Gestantes que apresentam anticorpos contra a tireoide, identificados pelo exame anti-TPO, mas mantêm a função tireoidiana normal não devem receber levotiroxina como medida preventiva. A mudança integra o novo posicionamento da Sociedade Brasileira de Endocrinologia e Metabologia e da Federação Brasileira das Associações de Ginecologia e Obstetrícia para o diagnóstico e o tratamento de alterações da tireoide durante a gravidez.
A recomendação foi apresentada nesta sexta-feira (28), no Rio de Janeiro, durante o 37º Congresso Brasileiro de Endocrinologia e Metabologia. As orientações têm como referência uma diretriz publicada pela Associação Americana da Tireoide (ATA) em junho deste ano, quase uma década após a versão anterior, de 2017.
A revisão considera três grandes estudos recentes, segundo os quais o tratamento preventivo com hormônio sintético não reduz os riscos de abortamento ou parto prematuro em gestantes com anti-TPO positivo e níveis normais de TSH e T4 livre. O anticorpo indica uma predisposição para desenvolver alterações na tireoide, mas não significa, por si só, que exista hipotireoidismo.
Mesmo sem iniciar a medicação, essas gestantes deverão continuar sendo monitoradas, porque apresentam maior risco de desenvolver hipotireoidismo ao longo da gravidez. Para mulheres que já tinham hipotireoidismo antes de engravidar, permanece a orientação de aumentar em cerca de 30% a dose habitual do hormônio assim que a gestação for confirmada.
O Brasil também manterá o rastreamento precoce de todas as gestantes desde o início da gravidez. A ATA passou a sugerir uma testagem seletiva, concentrada em mulheres com fatores de risco, mas as sociedades brasileiras consideram que essa estratégia pode deixar de identificar casos em pacientes sem os critérios tradicionais.
Quando não for possível testar todas as gestantes, a prioridade deverá ser dada às mulheres com histórico de hipo ou hipertireoidismo, cirurgia ou tratamento anterior da tireoide, doenças autoimunes, histórico familiar de doença tireoidiana, infertilidade, dois ou mais abortamentos ou uso de medicamentos que interfiram na glândula. Idade materna, obesidade e número de gestações anteriores deixam de ser considerados fatores de risco isolados.

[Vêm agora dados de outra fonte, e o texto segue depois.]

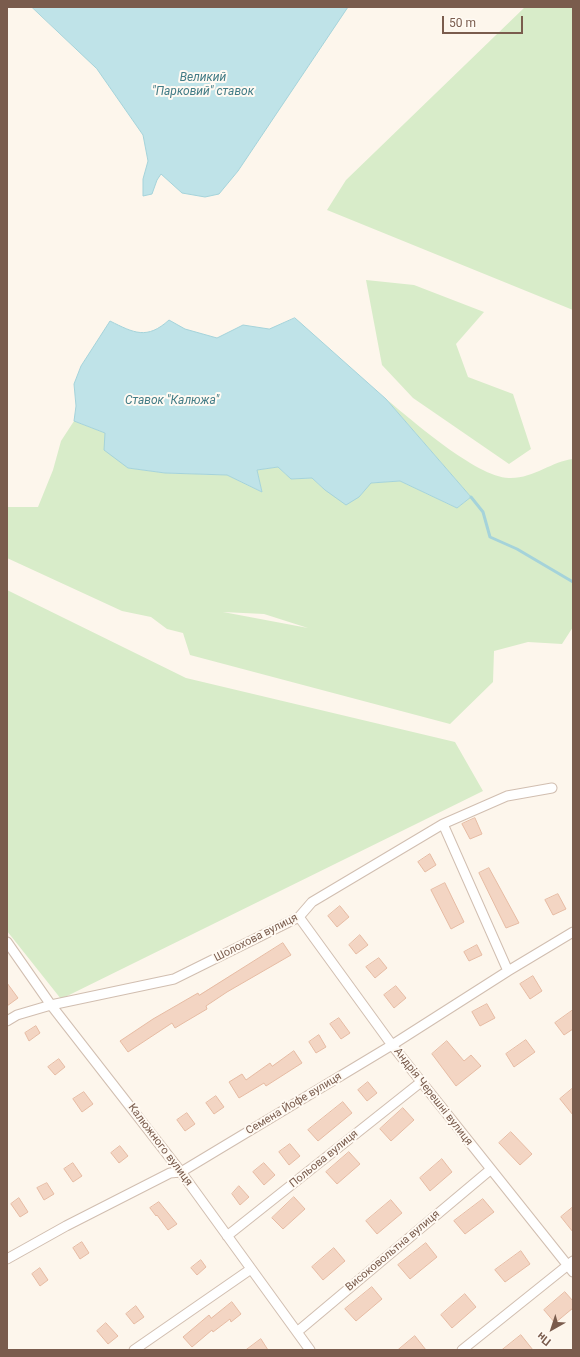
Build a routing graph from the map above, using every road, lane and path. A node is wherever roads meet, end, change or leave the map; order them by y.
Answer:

Outra alteração envolve o hipotireoidismo subclínico, caracterizado por TSH elevado e T4 livre normal. Para níveis de TSH entre 4,0 e 10 mUI/L, o tratamento passa a ser priorizado no primeiro trimestre, até a 12ª semana, período em que o desenvolvimento fetal depende mais do hormônio tireoidiano materno. Se a alteração for identificada no segundo ou terceiro trimestre, a orientação é acompanhar a função da tireoide e iniciar levotiroxina quando o TSH estiver acima de 10 mUI/L, salvo avaliação clínica específica.
As sociedades brasileiras também não recomendam aguardar de uma a três semanas para repetir o exame de TSH antes de decidir pelo tratamento. Segundo o endocrinologista Cleo Mesa Júnior, esperar pode fazer com que a paciente perca a oportunidade de iniciar a terapia no momento adequado.
Quanto ao iodo, a suplementação não será indicada automaticamente para todas as gestantes no país. A decisão deverá ser individualizada, especialmente em casos de dieta muito restritiva, alimentação vegana, baixo consumo ou ausência de sal iodado e situações de má absorção. Nessas condições, pode ser considerada a suplementação de 100 a 150 microgramas por dia.